The walls have panelling which is over studs.

One shelf would be 12' and it would turn the room corner and run another 10'.

I would like the shelf to be 8" wide. I looked at 1 x 8 x 12 Kiln-Dried Whitewood at Lowes but I can't estimate how much the board weighs.

I'm concerned about weight and the type of brackets I should use. Obviously, the shelf needs to be stable and secure. There could be 5 cats laying/walking on the shelf which would be about 60-65 lbs.

I would like the shelves to look as modern and simple as possible. For example, I don't want big bulky brackets every 3 feet.

Is there something better than metal brackets? Is there an alternative? I thought about making wood brackets but again, I have no way of estimating what their strength would be or what would be the best way to build them.

If anyone has any advice, it would be greatly appreciated.

Thanks
colin72


----------



## Steve Neul (Sep 2, 2011)

Installing a shelf like that you will need to attach some kind of brackets to the studs.
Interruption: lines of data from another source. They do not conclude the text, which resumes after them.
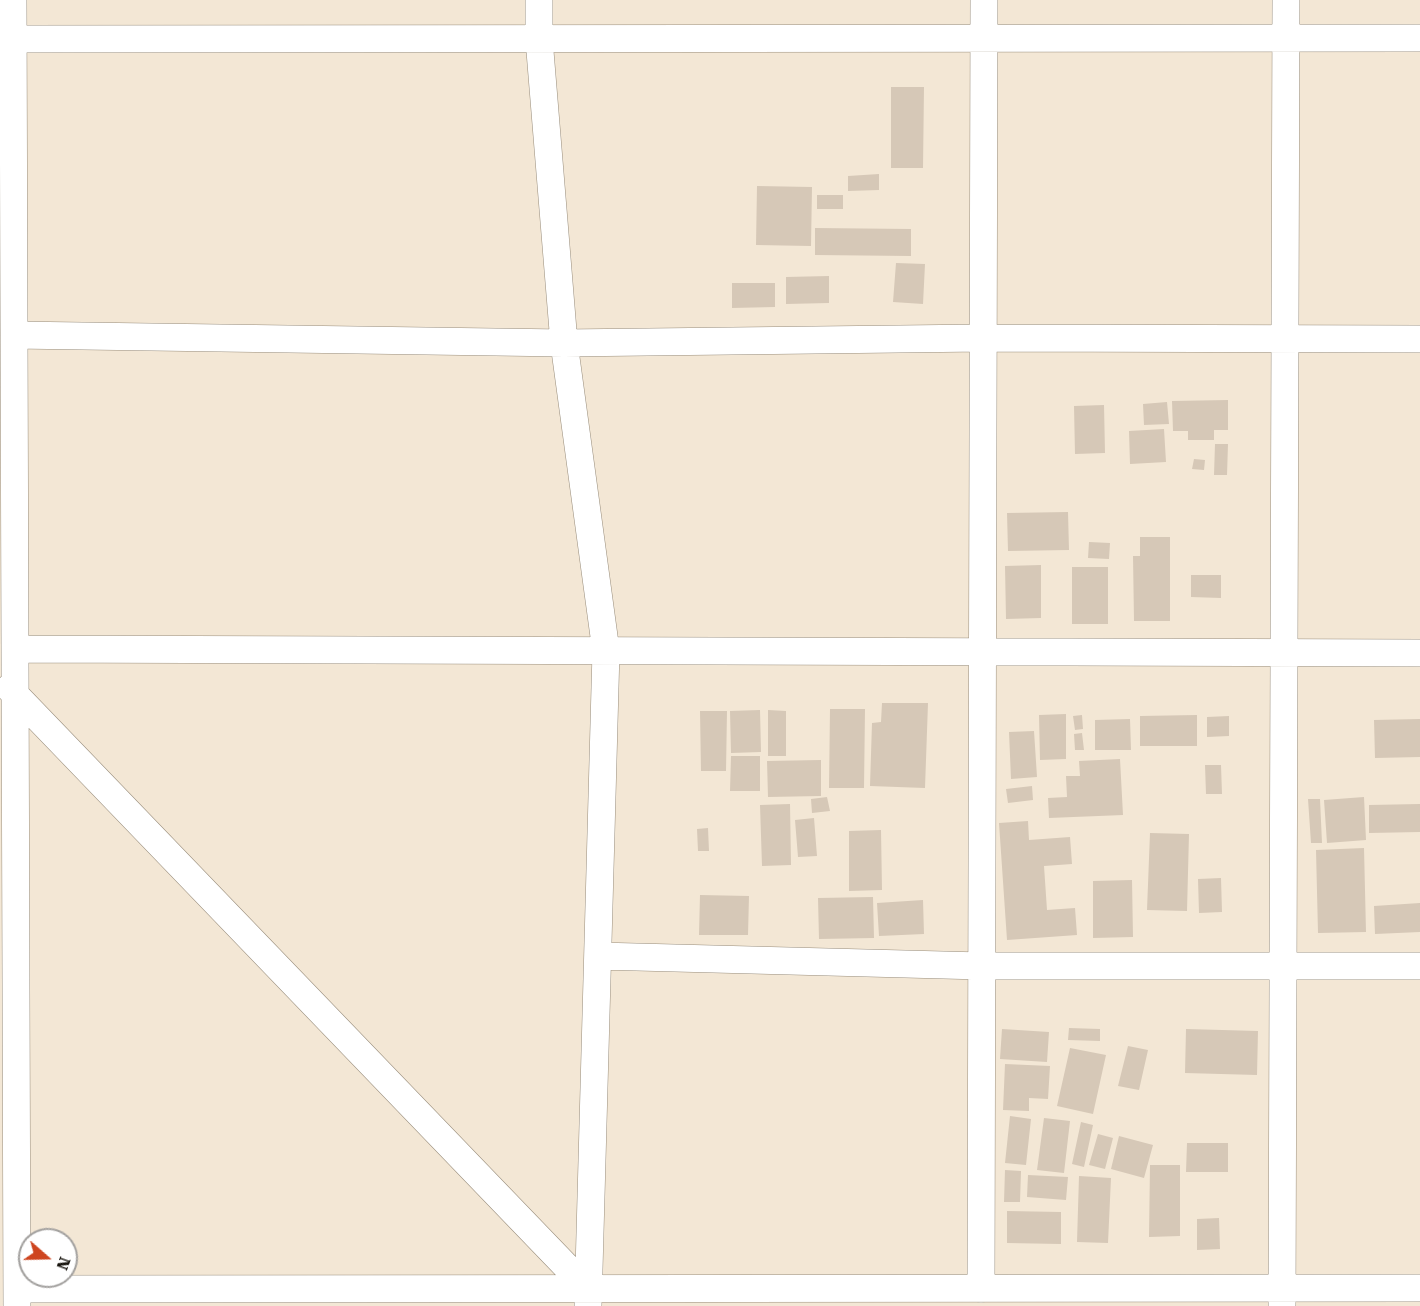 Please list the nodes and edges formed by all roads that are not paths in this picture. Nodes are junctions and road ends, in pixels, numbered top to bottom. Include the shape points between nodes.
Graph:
1 (13, 0) edge
2 (539, 0) edge
3 (984, 0) edge
4 (1286, 0) edge
5 (984, 38) junction
6 (1286, 38) junction
7 (1420, 38) edge
8 (13, 39) junction
9 (539, 39) junction
10 (14, 335) junction
11 (983, 338) junction
12 (1285, 339) junction
13 (1420, 339) edge
14 (564, 343) junction
15 (15, 649) junction
16 (606, 651) junction
17 (982, 652) junction
18 (1284, 652) junction
19 (1420, 653) edge
20 (8, 686) edge
21 (598, 956) junction
22 (982, 966) junction
23 (1420, 966) edge
24 (1283, 968) junction
25 (1420, 1288) edge
26 (994, 1294) edge
27 (1282, 1297) edge
28 (16, 1298) edge
29 (588, 1298) edge

1 - 8 street
2 - 9 street
3 - 5 street
4 - 6 street
5 - 6 street
5 - 9 street
5 - 11 street
6 - 7 street
6 - 12 street
8 - 9 street
8 - 10 street
9 - 14 street
10 - 14 street
10 - 15 street
11 - 12 street
11 - 14 street
11 - 17 street
12 - 13 street
12 - 18 street
14 - 16 street
15 - 16 street
15 - 20 street
16 - 17 street
16 - 21 street
17 - 18 street
17 - 22 street
18 - 19 street
18 - 24 street
20 - 28 street
20 - 29 street
21 - 22 street
21 - 29 street
22 - 24 street
22 - 26 street
23 - 24 street
24 - 27 street
25 - 27 street
26 - 27 street
26 - 29 street
28 - 29 street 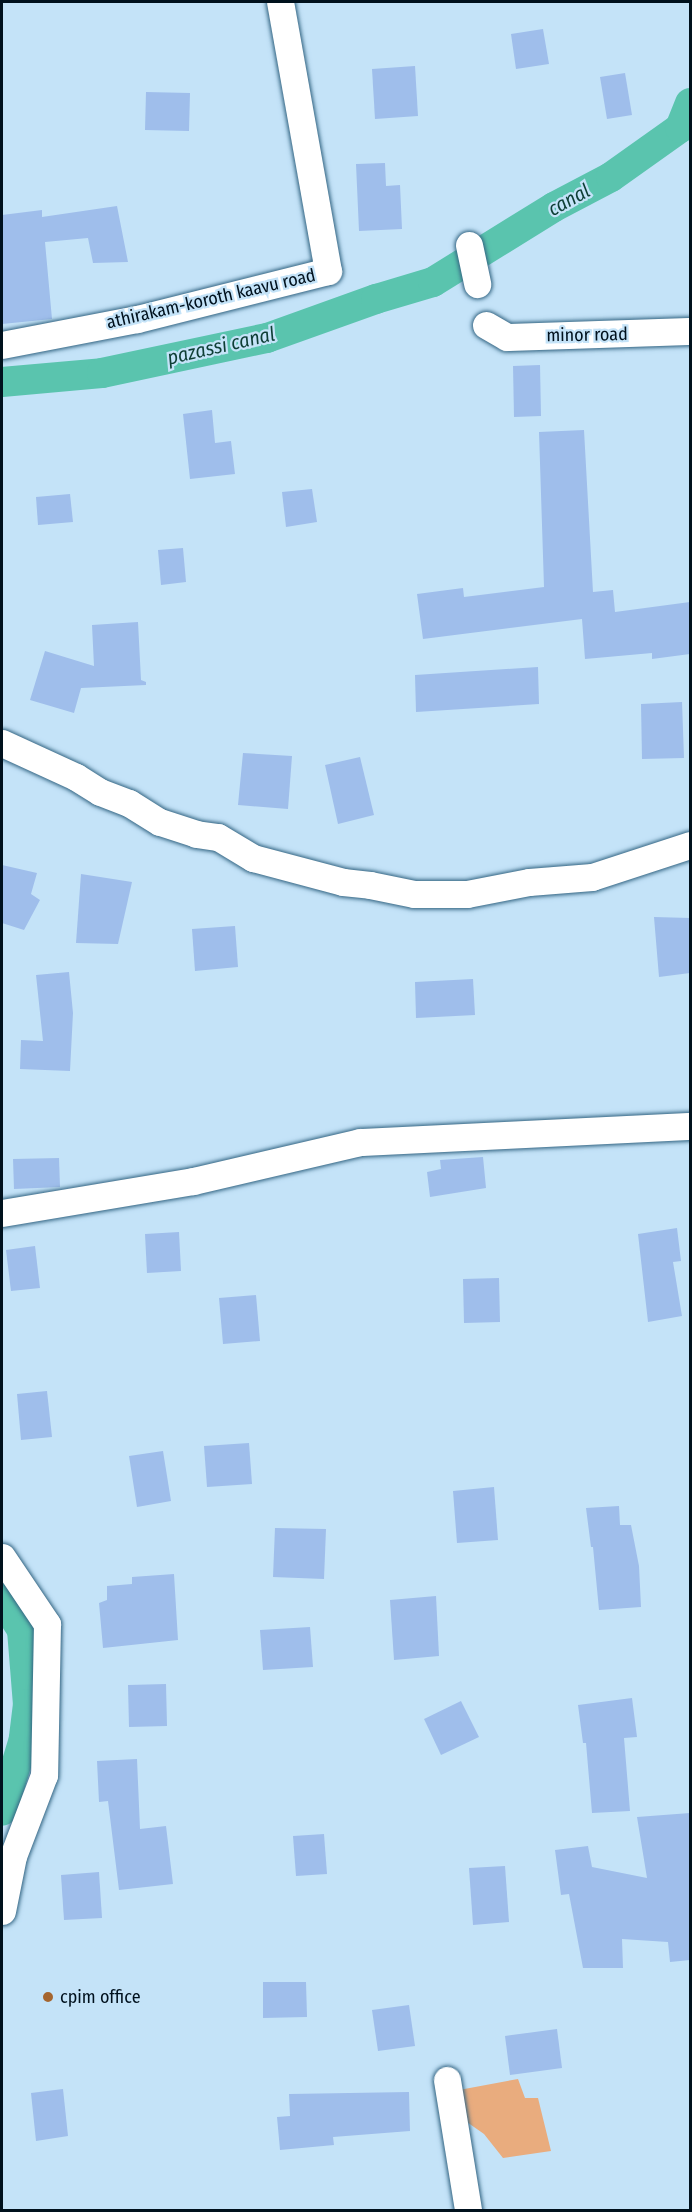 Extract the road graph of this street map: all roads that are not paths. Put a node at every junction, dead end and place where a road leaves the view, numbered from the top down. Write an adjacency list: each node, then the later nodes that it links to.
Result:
1 (280, 2): 6 (street, athirakam-koroth kaavu road)
2 (469, 245): 3 (street)
3 (477, 284)
4 (486, 325): 5 (street, minor road)
5 (690, 331)
6 (2, 345)
7 (2, 743): 8 (street)
8 (690, 845)
9 (690, 1126): 10 (street)
10 (2, 1214)
11 (2, 1557): 12 (street)
12 (2, 1911)
13 (447, 2080): 14 (street)
14 (468, 2211)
If you are looking for a modern appearance you might try one of these. http://www.google.com/imgres?imgurl...en&sa=N&biw=1024&bih=673&tbm=isch&um=1&itbs=1

I think a 1x8 might be too narrow for the shelf. I believe I would use a 1x12 with multiple cats because they will need to pass by each other. I think I would also cover the shelf with carpet to keep one from maybe falling off.


----------



## Dave66 (Apr 6, 2012)

Are you sure that the cats would use the shelves? Over the years, I've built 3-4 scratching post/stands for them and they were ignored. Turned out to be a lot of work for nothing. - lol


----------



## colin72 (Feb 8, 2010)

Thanks for the great comments and questions guys! So glad I came here.*


Steve- *

Thanks for the link. Those brackets look great. I have trouble estimating how much weight they would support (there's no indication). Any thoughts? Would three be enough to support the 12' board plus a possible 65 lbs?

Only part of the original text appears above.